#### Task description
Using the listing below, work out how many lines include the word "Hyde". Only the number is to be given.

BEGIN Stored data

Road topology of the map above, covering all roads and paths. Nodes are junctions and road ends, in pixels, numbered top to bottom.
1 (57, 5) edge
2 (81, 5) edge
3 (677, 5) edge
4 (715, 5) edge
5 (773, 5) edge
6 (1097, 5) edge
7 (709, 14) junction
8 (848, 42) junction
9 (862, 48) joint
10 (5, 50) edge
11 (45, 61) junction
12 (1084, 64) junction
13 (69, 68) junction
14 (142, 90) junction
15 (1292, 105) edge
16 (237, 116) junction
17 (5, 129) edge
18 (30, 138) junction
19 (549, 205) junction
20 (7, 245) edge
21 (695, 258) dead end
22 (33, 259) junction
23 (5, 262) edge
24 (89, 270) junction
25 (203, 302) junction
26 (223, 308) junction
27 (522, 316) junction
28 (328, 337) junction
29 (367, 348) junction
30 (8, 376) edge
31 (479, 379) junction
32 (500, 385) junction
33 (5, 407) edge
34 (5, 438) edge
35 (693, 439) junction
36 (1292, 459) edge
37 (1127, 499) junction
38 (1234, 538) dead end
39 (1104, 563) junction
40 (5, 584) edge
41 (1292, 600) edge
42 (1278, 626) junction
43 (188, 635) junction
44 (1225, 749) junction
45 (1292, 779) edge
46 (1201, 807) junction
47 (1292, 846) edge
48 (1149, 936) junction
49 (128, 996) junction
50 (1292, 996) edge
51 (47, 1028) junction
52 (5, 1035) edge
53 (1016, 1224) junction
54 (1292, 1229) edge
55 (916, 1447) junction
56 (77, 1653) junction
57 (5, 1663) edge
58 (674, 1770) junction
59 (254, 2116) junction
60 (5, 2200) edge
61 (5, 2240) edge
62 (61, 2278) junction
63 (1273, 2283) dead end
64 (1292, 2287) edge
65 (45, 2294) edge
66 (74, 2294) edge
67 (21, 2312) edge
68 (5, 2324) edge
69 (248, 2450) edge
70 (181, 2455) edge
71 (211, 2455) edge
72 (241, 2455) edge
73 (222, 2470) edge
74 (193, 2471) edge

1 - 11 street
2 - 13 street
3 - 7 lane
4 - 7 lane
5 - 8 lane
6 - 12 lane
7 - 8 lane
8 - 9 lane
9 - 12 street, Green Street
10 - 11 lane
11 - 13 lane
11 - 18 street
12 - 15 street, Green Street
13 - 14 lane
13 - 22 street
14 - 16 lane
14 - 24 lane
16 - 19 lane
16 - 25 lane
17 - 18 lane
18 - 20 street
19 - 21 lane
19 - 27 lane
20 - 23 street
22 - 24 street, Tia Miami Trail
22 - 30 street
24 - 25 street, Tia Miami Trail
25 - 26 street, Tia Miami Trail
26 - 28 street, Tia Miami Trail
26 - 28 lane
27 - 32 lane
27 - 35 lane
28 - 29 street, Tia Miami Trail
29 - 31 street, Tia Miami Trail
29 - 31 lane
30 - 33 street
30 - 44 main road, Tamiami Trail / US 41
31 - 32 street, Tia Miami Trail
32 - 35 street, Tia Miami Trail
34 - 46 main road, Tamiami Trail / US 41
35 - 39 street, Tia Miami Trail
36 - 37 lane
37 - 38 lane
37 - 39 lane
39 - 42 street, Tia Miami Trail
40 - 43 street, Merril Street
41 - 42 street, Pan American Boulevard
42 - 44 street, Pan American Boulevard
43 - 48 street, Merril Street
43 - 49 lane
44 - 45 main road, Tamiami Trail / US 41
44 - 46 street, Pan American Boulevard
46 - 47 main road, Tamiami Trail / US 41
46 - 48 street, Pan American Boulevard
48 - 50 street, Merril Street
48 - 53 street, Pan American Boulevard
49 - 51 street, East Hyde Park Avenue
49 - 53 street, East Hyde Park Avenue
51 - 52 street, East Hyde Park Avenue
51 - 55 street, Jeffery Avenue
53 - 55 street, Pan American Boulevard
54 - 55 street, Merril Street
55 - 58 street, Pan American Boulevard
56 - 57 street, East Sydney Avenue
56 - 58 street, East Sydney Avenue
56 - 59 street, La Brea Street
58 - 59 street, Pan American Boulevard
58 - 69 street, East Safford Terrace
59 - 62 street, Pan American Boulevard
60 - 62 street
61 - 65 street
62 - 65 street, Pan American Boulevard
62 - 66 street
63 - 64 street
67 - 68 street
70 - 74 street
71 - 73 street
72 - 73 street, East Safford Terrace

END Stored data
BEGIN Stored data

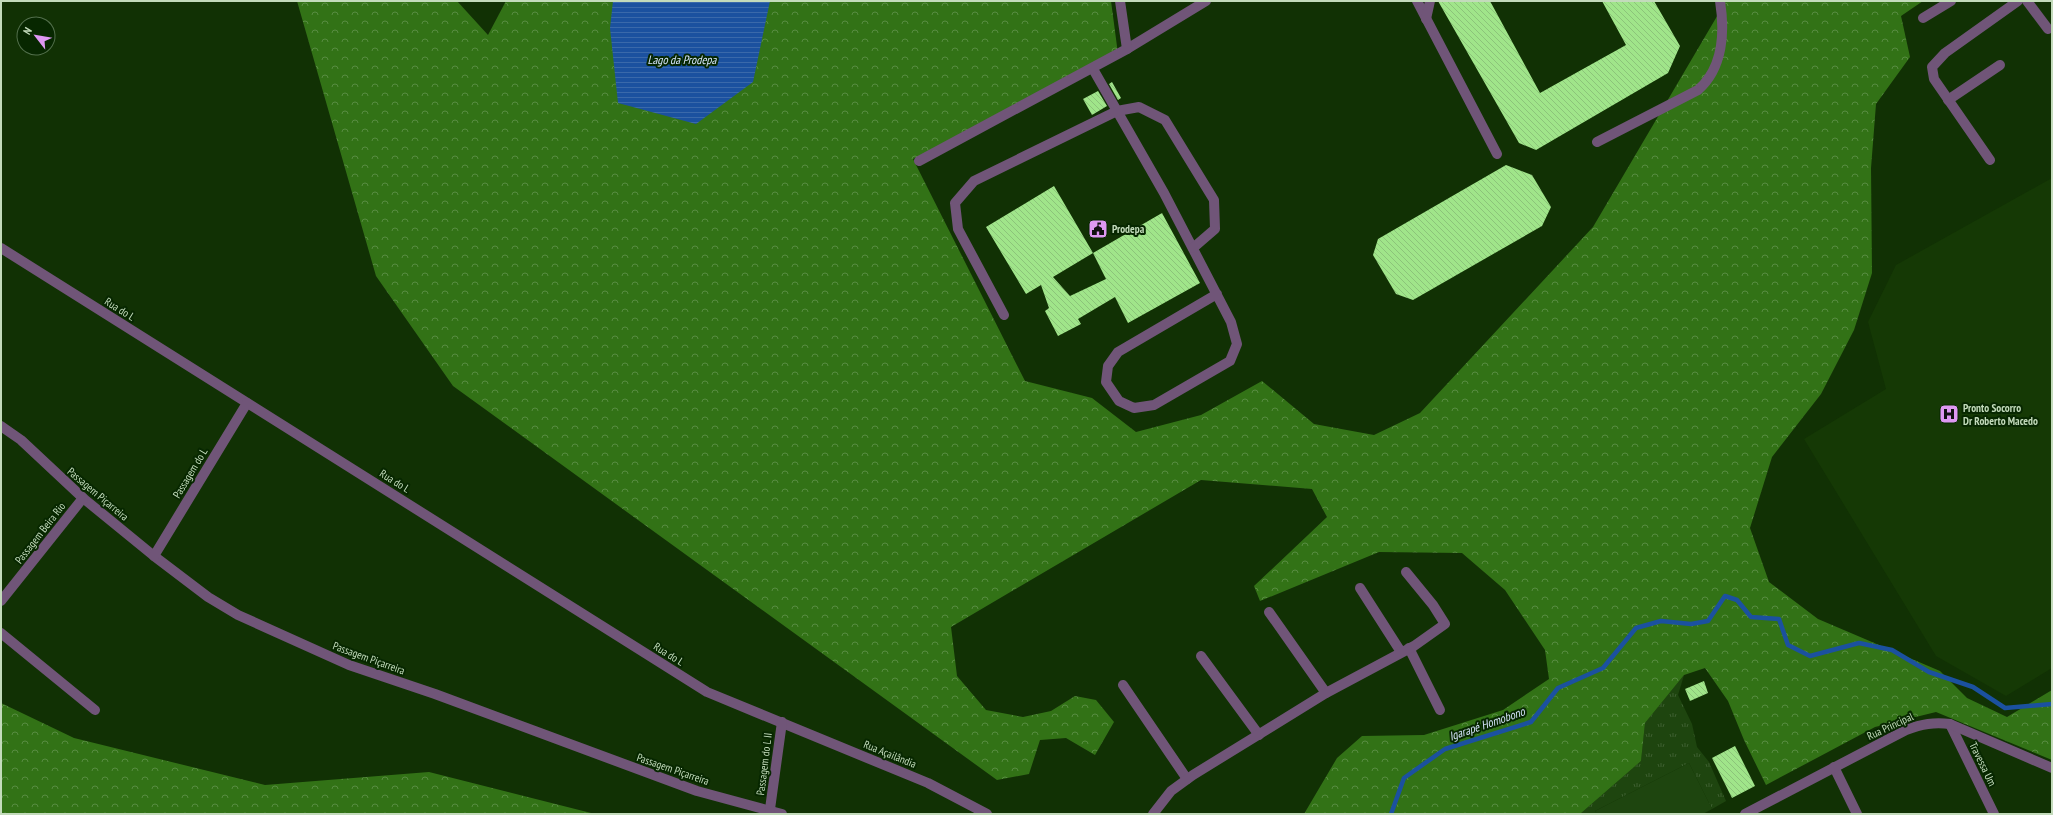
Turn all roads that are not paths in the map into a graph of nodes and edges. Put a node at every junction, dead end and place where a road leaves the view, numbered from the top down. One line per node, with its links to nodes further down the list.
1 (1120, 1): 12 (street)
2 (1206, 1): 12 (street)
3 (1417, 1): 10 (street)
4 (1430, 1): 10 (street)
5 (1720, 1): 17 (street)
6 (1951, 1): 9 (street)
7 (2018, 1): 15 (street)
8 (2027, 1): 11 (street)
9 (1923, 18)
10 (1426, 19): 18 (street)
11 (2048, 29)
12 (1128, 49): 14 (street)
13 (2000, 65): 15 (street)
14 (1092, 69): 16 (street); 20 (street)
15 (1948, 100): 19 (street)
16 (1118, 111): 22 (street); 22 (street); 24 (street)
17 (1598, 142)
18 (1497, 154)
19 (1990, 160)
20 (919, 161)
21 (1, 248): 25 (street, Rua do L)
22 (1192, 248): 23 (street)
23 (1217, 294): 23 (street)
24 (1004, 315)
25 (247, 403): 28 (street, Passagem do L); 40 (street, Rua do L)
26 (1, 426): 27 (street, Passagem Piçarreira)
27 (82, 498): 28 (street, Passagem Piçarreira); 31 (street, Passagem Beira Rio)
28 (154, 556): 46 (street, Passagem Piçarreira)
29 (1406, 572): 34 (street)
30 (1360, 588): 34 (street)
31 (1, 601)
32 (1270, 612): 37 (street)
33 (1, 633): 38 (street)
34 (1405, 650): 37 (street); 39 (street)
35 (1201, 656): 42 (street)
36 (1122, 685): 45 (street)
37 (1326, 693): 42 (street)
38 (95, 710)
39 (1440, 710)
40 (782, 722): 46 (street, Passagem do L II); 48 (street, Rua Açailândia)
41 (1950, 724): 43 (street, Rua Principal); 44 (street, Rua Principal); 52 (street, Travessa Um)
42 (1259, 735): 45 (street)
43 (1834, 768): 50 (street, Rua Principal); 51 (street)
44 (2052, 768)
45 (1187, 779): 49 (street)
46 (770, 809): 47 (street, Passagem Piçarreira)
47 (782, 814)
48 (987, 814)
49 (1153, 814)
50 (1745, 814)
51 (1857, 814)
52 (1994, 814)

END Stored data

#### The completed task
3